Duke vs. Freedom

By on March 5, 2013

As Torch readers (and lots of Americans generally) know, Duke University’s conduct during the Duke Lacrosse rape hoax scandal was, shall we say, subpar. But many may not know that the fallout from the scandal continues to this day, with Duke’s lawyers doing everything they can to extricate the university from a mess of its own making. Unfortunately, Duke has been heedless of some of the collateral damage it has attempted to cause in its quest to save itself some money—and some of that damage has splashed over into the territory of free speech and academic freedom.
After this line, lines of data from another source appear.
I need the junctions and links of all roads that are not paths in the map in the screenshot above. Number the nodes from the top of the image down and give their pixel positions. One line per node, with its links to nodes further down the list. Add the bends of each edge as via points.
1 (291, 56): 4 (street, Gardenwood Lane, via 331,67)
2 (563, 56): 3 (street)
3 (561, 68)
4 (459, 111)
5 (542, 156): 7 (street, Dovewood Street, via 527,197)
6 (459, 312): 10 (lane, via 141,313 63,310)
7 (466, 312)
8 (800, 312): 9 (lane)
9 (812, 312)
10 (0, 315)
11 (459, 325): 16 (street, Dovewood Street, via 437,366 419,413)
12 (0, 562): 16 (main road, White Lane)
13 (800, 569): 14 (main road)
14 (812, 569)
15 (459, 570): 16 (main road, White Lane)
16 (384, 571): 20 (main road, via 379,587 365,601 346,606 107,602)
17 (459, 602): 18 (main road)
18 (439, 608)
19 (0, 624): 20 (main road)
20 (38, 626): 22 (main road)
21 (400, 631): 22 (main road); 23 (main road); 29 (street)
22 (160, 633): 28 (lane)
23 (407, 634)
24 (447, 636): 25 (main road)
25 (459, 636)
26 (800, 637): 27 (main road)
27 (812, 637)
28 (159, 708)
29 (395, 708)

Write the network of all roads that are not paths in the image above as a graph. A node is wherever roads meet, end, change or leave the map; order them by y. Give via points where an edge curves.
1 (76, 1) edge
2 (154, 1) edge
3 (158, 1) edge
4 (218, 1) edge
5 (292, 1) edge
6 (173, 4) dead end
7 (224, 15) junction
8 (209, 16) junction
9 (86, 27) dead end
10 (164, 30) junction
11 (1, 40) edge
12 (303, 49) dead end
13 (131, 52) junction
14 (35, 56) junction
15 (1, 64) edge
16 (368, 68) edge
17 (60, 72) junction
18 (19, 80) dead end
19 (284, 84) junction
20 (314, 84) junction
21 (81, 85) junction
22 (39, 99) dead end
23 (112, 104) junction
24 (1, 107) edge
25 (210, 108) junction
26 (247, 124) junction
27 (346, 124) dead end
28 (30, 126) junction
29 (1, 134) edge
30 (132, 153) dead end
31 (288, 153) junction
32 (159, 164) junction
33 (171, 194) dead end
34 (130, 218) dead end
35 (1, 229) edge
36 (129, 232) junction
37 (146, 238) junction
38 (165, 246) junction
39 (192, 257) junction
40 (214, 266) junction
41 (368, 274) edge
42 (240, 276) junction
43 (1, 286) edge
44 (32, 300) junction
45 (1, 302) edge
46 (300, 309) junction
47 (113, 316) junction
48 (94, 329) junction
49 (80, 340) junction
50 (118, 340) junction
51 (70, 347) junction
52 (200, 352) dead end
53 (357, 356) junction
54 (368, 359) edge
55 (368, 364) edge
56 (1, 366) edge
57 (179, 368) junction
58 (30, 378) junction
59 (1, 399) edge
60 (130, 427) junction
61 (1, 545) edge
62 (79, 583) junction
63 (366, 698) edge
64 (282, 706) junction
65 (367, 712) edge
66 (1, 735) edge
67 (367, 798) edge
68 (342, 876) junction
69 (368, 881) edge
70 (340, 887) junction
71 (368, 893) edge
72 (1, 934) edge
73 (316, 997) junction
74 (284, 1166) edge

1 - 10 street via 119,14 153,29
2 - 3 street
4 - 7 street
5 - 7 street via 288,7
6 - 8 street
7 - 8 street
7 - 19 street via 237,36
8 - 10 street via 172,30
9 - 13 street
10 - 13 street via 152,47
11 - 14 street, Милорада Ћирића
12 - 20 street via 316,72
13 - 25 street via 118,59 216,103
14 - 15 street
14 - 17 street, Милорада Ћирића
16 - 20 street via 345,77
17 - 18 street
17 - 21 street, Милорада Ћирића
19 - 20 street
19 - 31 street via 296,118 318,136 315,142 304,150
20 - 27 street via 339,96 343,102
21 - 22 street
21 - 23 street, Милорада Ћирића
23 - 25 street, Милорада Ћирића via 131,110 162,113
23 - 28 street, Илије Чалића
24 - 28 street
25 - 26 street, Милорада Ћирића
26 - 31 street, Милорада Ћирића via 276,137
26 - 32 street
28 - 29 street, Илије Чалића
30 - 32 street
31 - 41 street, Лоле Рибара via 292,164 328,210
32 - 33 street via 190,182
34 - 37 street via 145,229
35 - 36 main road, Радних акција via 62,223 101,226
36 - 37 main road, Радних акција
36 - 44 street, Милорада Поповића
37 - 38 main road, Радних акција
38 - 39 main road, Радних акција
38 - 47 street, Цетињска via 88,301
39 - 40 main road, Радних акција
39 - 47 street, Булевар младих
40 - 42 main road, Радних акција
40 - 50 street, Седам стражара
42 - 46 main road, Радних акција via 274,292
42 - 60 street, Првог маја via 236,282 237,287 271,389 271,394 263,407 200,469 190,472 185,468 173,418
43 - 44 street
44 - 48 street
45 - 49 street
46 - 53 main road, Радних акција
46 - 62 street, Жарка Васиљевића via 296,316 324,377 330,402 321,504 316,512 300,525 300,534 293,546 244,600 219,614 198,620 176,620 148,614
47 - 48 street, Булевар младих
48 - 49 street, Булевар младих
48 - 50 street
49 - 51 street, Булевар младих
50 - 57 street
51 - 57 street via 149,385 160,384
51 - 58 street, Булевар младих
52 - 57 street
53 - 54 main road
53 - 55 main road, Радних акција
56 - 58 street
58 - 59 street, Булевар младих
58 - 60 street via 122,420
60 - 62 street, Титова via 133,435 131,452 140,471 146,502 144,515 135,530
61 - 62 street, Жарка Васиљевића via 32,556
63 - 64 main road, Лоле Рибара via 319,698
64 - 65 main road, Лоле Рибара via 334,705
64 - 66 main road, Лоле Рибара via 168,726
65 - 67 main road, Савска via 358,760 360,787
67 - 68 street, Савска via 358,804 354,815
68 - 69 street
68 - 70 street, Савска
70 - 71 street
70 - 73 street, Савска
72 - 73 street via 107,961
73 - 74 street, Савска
Brooklyn College professor and FIRE friend KC Johnson, who, along with Stuart Taylor Jr., literally wrote the book on the Crystal Mangum hoax, is one of the people most recently in Duke’s crosshairs. On his blog Durham in Wonderland, KC shares the harrowing story of how Duke used the legal process to run roughshod over his rights as a journalist and a researcher—and how it would have succeeded if not for KC’s excellent legal counsel. It’s well worth reading in full, and it’s particularly interesting how Duke is willing to make arguments that are highly likely to come back and bite the institution in the future:

A major research university that deems itself “happy” with forcing researchers to turn over internal correspondence in a civil suit to which the professor isn’t a party—as Duke’s attorneys described the university’s attitude to Maine District Court judge Brock Hornby—will have trouble attracting quality scholars, at least those whose research in any way touches on controversial, contemporary matters.

Food for thought for Duke administrators, I think.